/---

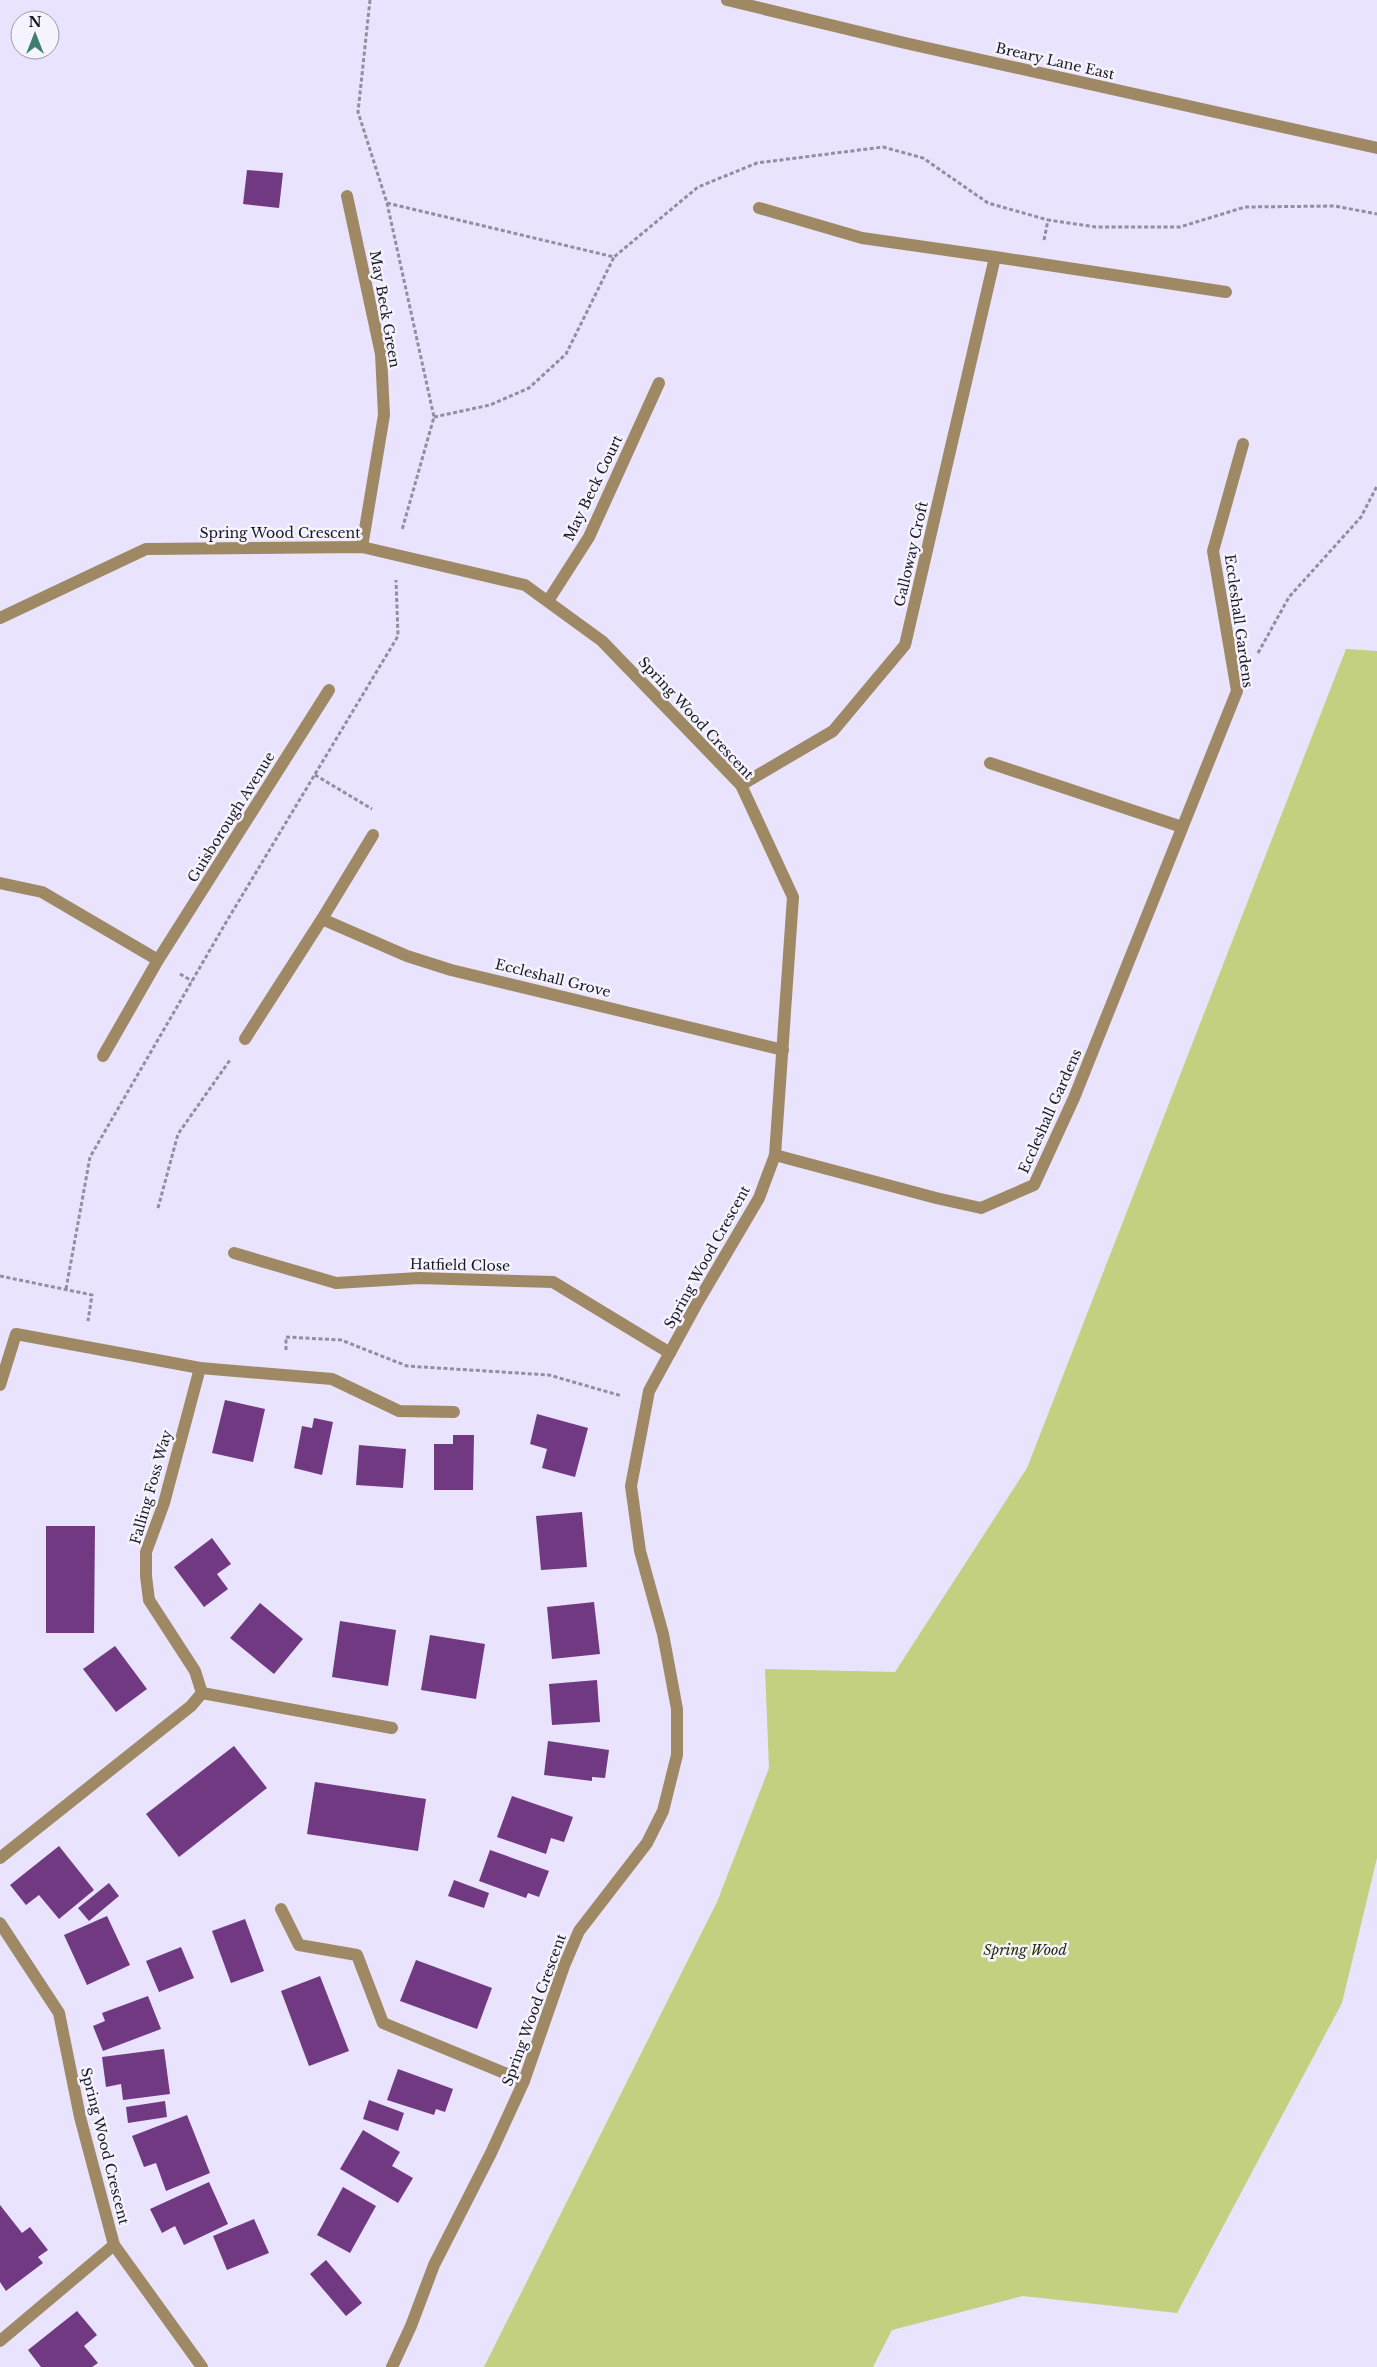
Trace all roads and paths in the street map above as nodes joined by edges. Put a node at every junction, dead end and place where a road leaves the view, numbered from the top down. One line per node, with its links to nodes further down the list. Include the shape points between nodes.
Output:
1 (370, 0): 5 (path, via 358,112)
2 (727, 0): 3 (street, Breary Lane East)
3 (1377, 148)
4 (348, 196): 17 (street, May Beck Green, via 381,354 384,415)
5 (387, 203): 9 (path); 14 (path)
6 (759, 208): 10 (street, via 862,238)
7 (1377, 214): 8 (path, via 1335,206 1245,207 1180,228 1096,228)
8 (1048, 220): 9 (path, via 988,203 923,158 882,147 757,163 698,187); 11 (path)
9 (614, 257): 14 (path, via 566,354 529,388 490,405)
10 (995, 257): 11 (street); 25 (street, Galloway Croft, via 905,646 833,731)
11 (1038, 265): 12 (street)
12 (1226, 292)
13 (659, 383): 19 (street, May Beck Court, via 589,537)
14 (434, 417): 18 (path)
15 (1243, 444): 22 (street, Eccleshall Gardens, via 1213,551)
16 (1377, 486): 22 (path, via 1361,517 1289,597)
17 (362, 547): 18 (street, Spring Wood Crescent); 20 (street, Spring Wood Crescent, via 146,549)
18 (395, 553): 19 (street, Spring Wood Crescent, via 525,584); 24 (path, via 398,636)
19 (548, 601): 25 (street, Spring Wood Crescent, via 602,640)
20 (0, 618)
21 (329, 690): 30 (street, Guisborough Avenue)
22 (1237, 691): 26 (street, Eccleshall Gardens)
23 (990, 763): 26 (street)
24 (315, 775): 27 (path, via 384,816); 38 (path, via 90,1157)
25 (741, 785): 32 (street, Spring Wood Crescent, via 792,897)
26 (1182, 827): 34 (street, Eccleshall Gardens, via 1074,1098 1034,1185 981,1208)
27 (373, 835): 29 (street)
28 (0, 883): 30 (street, via 42,892)
29 (322, 919): 31 (street); 32 (street, Eccleshall Grove, via 407,956 452,970)
30 (158, 960): 33 (street, Guisborough Avenue)
31 (245, 1039): 35 (path, via 178,1134)
32 (783, 1050): 34 (street, Spring Wood Crescent)
33 (103, 1056)
34 (775, 1155): 40 (street, Spring Wood Crescent, via 759,1198)
35 (158, 1208)
36 (234, 1253): 40 (street, Hatfield Close, via 336,1283 419,1278 552,1282)
37 (0, 1276): 38 (path)
38 (66, 1289): 39 (path, via 92,1295)
39 (84, 1346): 41 (street); 43 (street, via 16,1334)
40 (670, 1353): 44 (street, Spring Wood Crescent, via 649,1391)
41 (200, 1368): 42 (street); 46 (street, Falling Foss Way, via 164,1503 146,1552 146,1576 149,1600 195,1671)
42 (285, 1375): 44 (path, via 286,1337 341,1340 407,1366 549,1375); 45 (street, via 332,1379 399,1411)
43 (0, 1385)
44 (647, 1402): 51 (street, Spring Wood Crescent, via 631,1486 640,1551 663,1634 677,1708 677,1755 663,1810 647,1843 579,1931)
45 (454, 1412)
46 (202, 1693): 47 (street); 48 (street, via 191,1706)
47 (392, 1728)
48 (0, 1858)
49 (281, 1909): 51 (street, via 299,1945 357,1956 384,2023)
50 (0, 1923): 52 (street, Spring Wood Crescent, via 59,2013 80,2117)
51 (524, 2081): 55 (street, Spring Wood Crescent, via 434,2265)
52 (114, 2245): 53 (street); 54 (street, Spring Wood Crescent)
53 (0, 2341)
54 (202, 2367)
55 (392, 2367)

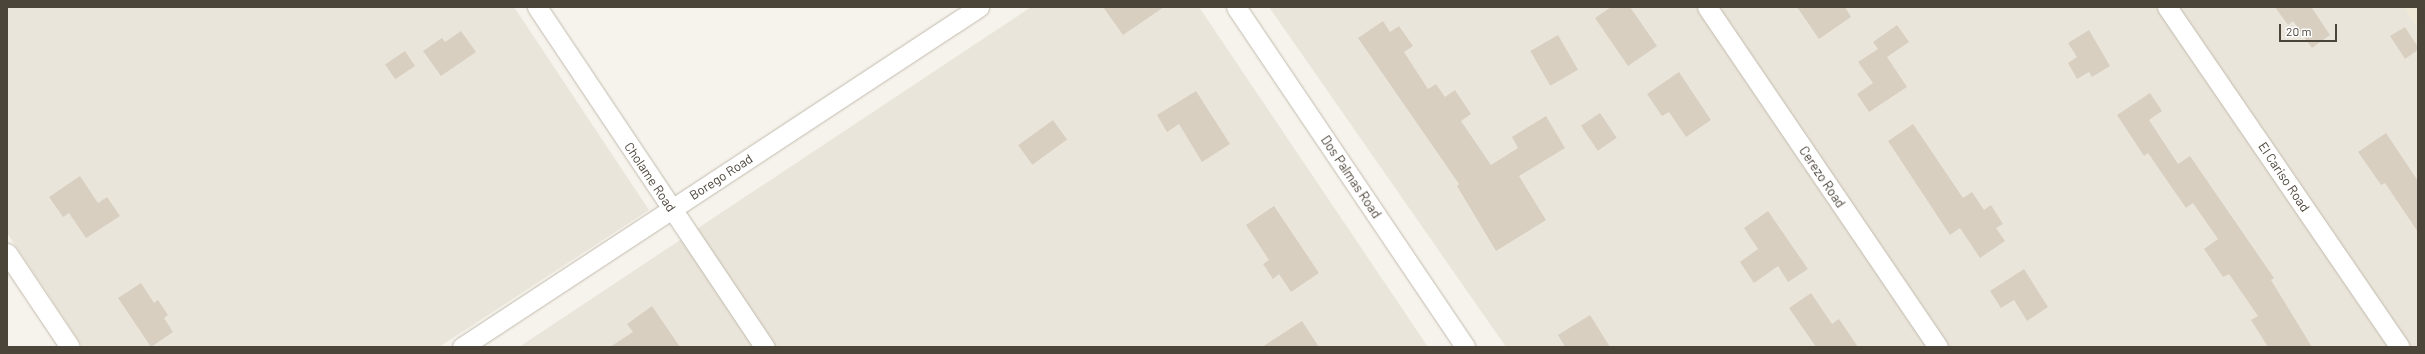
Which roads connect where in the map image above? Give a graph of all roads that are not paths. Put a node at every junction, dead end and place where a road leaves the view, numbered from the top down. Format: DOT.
graph roads {
  1 [pos="537,7"];
  2 [pos="979,7"];
  3 [pos="1236,7"];
  4 [pos="1707,7"];
  5 [pos="2167,7"];
  6 [pos="672,209"];
  7 [pos="7,253"];
  8 [pos="70,347"];
  9 [pos="462,347"];
  10 [pos="764,347"];
  11 [pos="1466,347"];
  12 [pos="1938,347"];
  13 [pos="2400,347"];
  1 -- 6 [label="street, Cholame Road"];
  2 -- 6 [label="street, Borego Road"];
  3 -- 11 [label="street, Dos Palmas Road"];
  4 -- 12 [label="street, Cerezo Road"];
  5 -- 13 [label="street, El Cariso Road"];
  6 -- 9 [label="street, Borego Road"];
  6 -- 10 [label="street, Cholame Road"];
  7 -- 8 [label="street"];
}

\---

- _Your assignment_
Excluding images, return all of the records above word for word.

- _Expected answer_
Trace all roads and paths in the street map above as nodes joined by edges. Put a node at every junction, dead end and place where a road leaves the view, numbered from the top down. One line per node, with its links to nodes further down the list. Include the shape points between nodes.
Output:
1 (370, 0): 5 (path, via 358,112)
2 (727, 0): 3 (street, Breary Lane East)
3 (1377, 148)
4 (348, 196): 17 (street, May Beck Green, via 381,354 384,415)
5 (387, 203): 9 (path); 14 (path)
6 (759, 208): 10 (street, via 862,238)
7 (1377, 214): 8 (path, via 1335,206 1245,207 1180,228 1096,228)
8 (1048, 220): 9 (path, via 988,203 923,158 882,147 757,163 698,187); 11 (path)
9 (614, 257): 14 (path, via 566,354 529,388 490,405)
10 (995, 257): 11 (street); 25 (street, Galloway Croft, via 905,646 833,731)
11 (1038, 265): 12 (street)
12 (1226, 292)
13 (659, 383): 19 (street, May Beck Court, via 589,537)
14 (434, 417): 18 (path)
15 (1243, 444): 22 (street, Eccleshall Gardens, via 1213,551)
16 (1377, 486): 22 (path, via 1361,517 1289,597)
17 (362, 547): 18 (street, Spring Wood Crescent); 20 (street, Spring Wood Crescent, via 146,549)
18 (395, 553): 19 (street, Spring Wood Crescent, via 525,584); 24 (path, via 398,636)
19 (548, 601): 25 (street, Spring Wood Crescent, via 602,640)
20 (0, 618)
21 (329, 690): 30 (street, Guisborough Avenue)
22 (1237, 691): 26 (street, Eccleshall Gardens)
23 (990, 763): 26 (street)
24 (315, 775): 27 (path, via 384,816); 38 (path, via 90,1157)
25 (741, 785): 32 (street, Spring Wood Crescent, via 792,897)
26 (1182, 827): 34 (street, Eccleshall Gardens, via 1074,1098 1034,1185 981,1208)
27 (373, 835): 29 (street)
28 (0, 883): 30 (street, via 42,892)
29 (322, 919): 31 (street); 32 (street, Eccleshall Grove, via 407,956 452,970)
30 (158, 960): 33 (street, Guisborough Avenue)
31 (245, 1039): 35 (path, via 178,1134)
32 (783, 1050): 34 (street, Spring Wood Crescent)
33 (103, 1056)
34 (775, 1155): 40 (street, Spring Wood Crescent, via 759,1198)
35 (158, 1208)
36 (234, 1253): 40 (street, Hatfield Close, via 336,1283 419,1278 552,1282)
37 (0, 1276): 38 (path)
38 (66, 1289): 39 (path, via 92,1295)
39 (84, 1346): 41 (street); 43 (street, via 16,1334)
40 (670, 1353): 44 (street, Spring Wood Crescent, via 649,1391)
41 (200, 1368): 42 (street); 46 (street, Falling Foss Way, via 164,1503 146,1552 146,1576 149,1600 195,1671)
42 (285, 1375): 44 (path, via 286,1337 341,1340 407,1366 549,1375); 45 (street, via 332,1379 399,1411)
43 (0, 1385)
44 (647, 1402): 51 (street, Spring Wood Crescent, via 631,1486 640,1551 663,1634 677,1708 677,1755 663,1810 647,1843 579,1931)
45 (454, 1412)
46 (202, 1693): 47 (street); 48 (street, via 191,1706)
47 (392, 1728)
48 (0, 1858)
49 (281, 1909): 51 (street, via 299,1945 357,1956 384,2023)
50 (0, 1923): 52 (street, Spring Wood Crescent, via 59,2013 80,2117)
51 (524, 2081): 55 (street, Spring Wood Crescent, via 434,2265)
52 (114, 2245): 53 (street); 54 (street, Spring Wood Crescent)
53 (0, 2341)
54 (202, 2367)
55 (392, 2367)

Which roads connect where in the map image above? Give a graph of all roads that are not paths. Put a node at every junction, dead end and place where a road leaves the view, numbered from the top down. Format: DOT.
graph roads {
  1 [pos="537,7"];
  2 [pos="979,7"];
  3 [pos="1236,7"];
  4 [pos="1707,7"];
  5 [pos="2167,7"];
  6 [pos="672,209"];
  7 [pos="7,253"];
  8 [pos="70,347"];
  9 [pos="462,347"];
  10 [pos="764,347"];
  11 [pos="1466,347"];
  12 [pos="1938,347"];
  13 [pos="2400,347"];
  1 -- 6 [label="street, Cholame Road"];
  2 -- 6 [label="street, Borego Road"];
  3 -- 11 [label="street, Dos Palmas Road"];
  4 -- 12 [label="street, Cerezo Road"];
  5 -- 13 [label="street, El Cariso Road"];
  6 -- 9 [label="street, Borego Road"];
  6 -- 10 [label="street, Cholame Road"];
  7 -- 8 [label="street"];
}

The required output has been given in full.